### SUPPLIED RECORDS
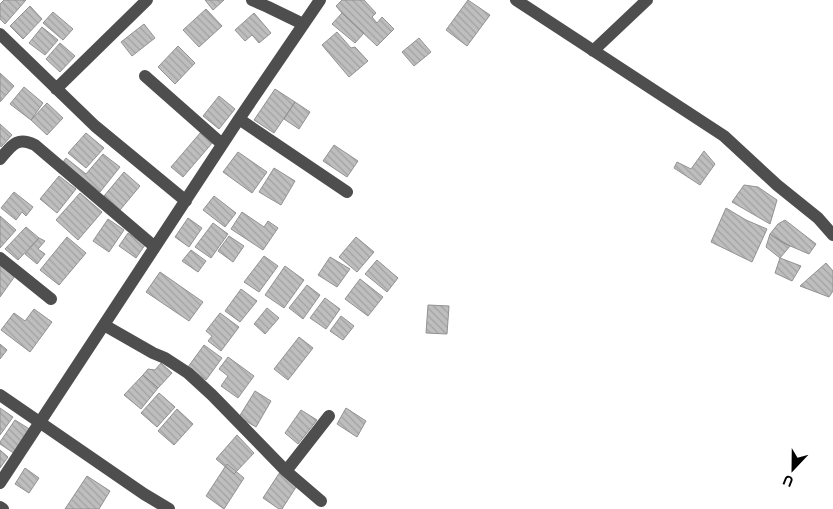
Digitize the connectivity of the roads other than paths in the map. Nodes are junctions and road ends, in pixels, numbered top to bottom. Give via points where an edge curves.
1 (147, 0) edge
2 (252, 0) edge
3 (320, 0) edge
4 (516, 0) edge
5 (647, 0) edge
6 (303, 24) junction
7 (0, 34) edge
8 (593, 51) junction
9 (145, 76) dead end
10 (56, 89) junction
11 (239, 119) junction
12 (222, 144) junction
13 (0, 159) edge
14 (347, 192) dead end
15 (186, 201) junction
16 (833, 235) edge
17 (155, 247) junction
18 (0, 258) edge
19 (51, 299) dead end
20 (104, 325) junction
21 (0, 395) edge
22 (329, 416) dead end
23 (41, 423) junction
24 (286, 471) junction
25 (0, 483) edge
26 (321, 501) dead end
27 (169, 509) edge

1 - 10 street
2 - 6 street
3 - 6 street
4 - 8 street
5 - 8 street
6 - 11 street
7 - 10 street
8 - 16 street via 724,136
9 - 12 street
10 - 15 street via 95,126
11 - 12 street
11 - 14 street
12 - 15 street
13 - 17 street via 10,146 18,142 26,140 36,145
15 - 17 street
17 - 20 street
18 - 19 street
20 - 23 street
20 - 24 street via 188,373
21 - 23 street
22 - 24 street
23 - 25 street
23 - 27 street
24 - 26 street

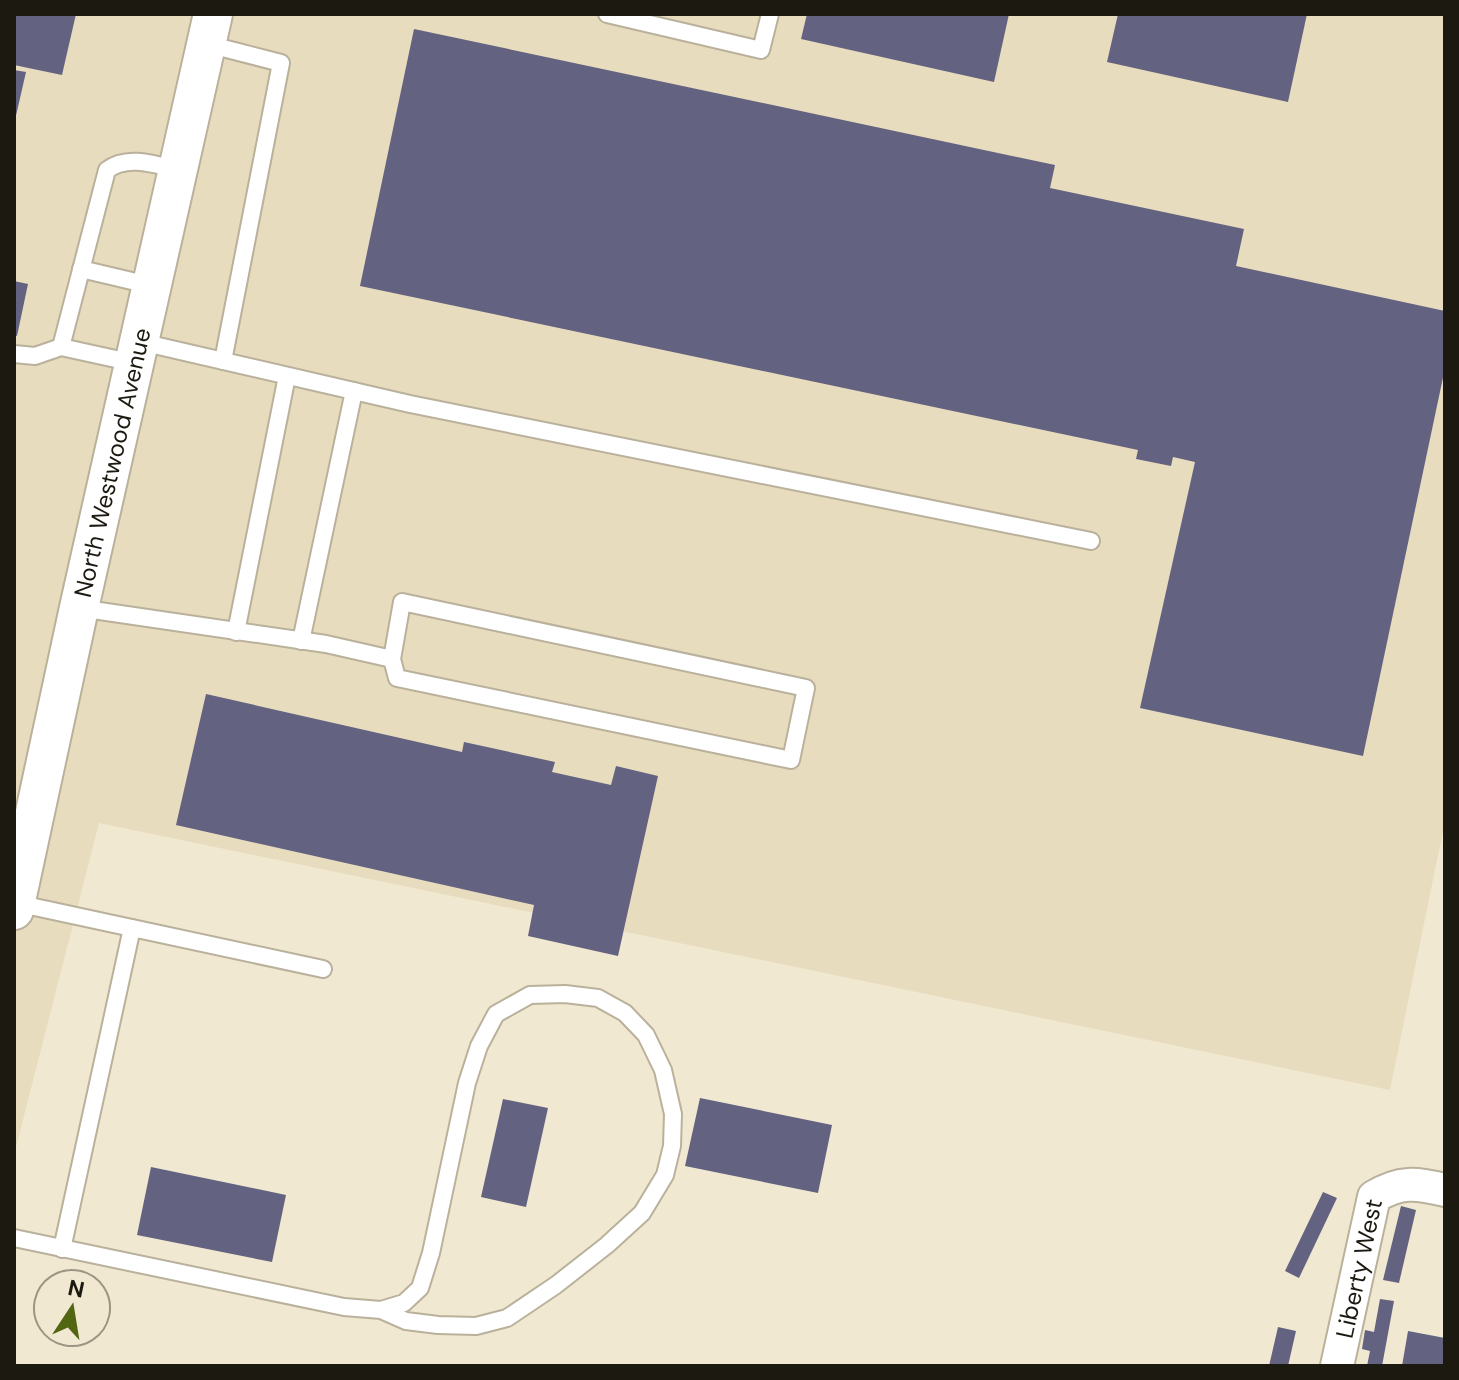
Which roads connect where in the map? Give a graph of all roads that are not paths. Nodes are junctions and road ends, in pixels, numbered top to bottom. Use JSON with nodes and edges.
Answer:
######
* _REQUIRED WORK_
Apart from the pictures, repeat every entry exactly.

* _RESULT BELOW_
Digitize the connectivity of the roads other than paths in the map. Nodes are junctions and road ends, in pixels, numbered top to bottom. Give via points where an edge curves.
1 (147, 0) edge
2 (252, 0) edge
3 (320, 0) edge
4 (516, 0) edge
5 (647, 0) edge
6 (303, 24) junction
7 (0, 34) edge
8 (593, 51) junction
9 (145, 76) dead end
10 (56, 89) junction
11 (239, 119) junction
12 (222, 144) junction
13 (0, 159) edge
14 (347, 192) dead end
15 (186, 201) junction
16 (833, 235) edge
17 (155, 247) junction
18 (0, 258) edge
19 (51, 299) dead end
20 (104, 325) junction
21 (0, 395) edge
22 (329, 416) dead end
23 (41, 423) junction
24 (286, 471) junction
25 (0, 483) edge
26 (321, 501) dead end
27 (169, 509) edge

1 - 10 street
2 - 6 street
3 - 6 street
4 - 8 street
5 - 8 street
6 - 11 street
7 - 10 street
8 - 16 street via 724,136
9 - 12 street
10 - 15 street via 95,126
11 - 12 street
11 - 14 street
12 - 15 street
13 - 17 street via 10,146 18,142 26,140 36,145
15 - 17 street
17 - 20 street
18 - 19 street
20 - 23 street
20 - 24 street via 188,373
21 - 23 street
22 - 24 street
23 - 25 street
23 - 27 street
24 - 26 street

Which roads connect where in the map? Give a graph of all roads that are not paths. Nodes are junctions and road ends, in pixels, numbered top to bottom. Use JSON with nodes and edges.
Answer:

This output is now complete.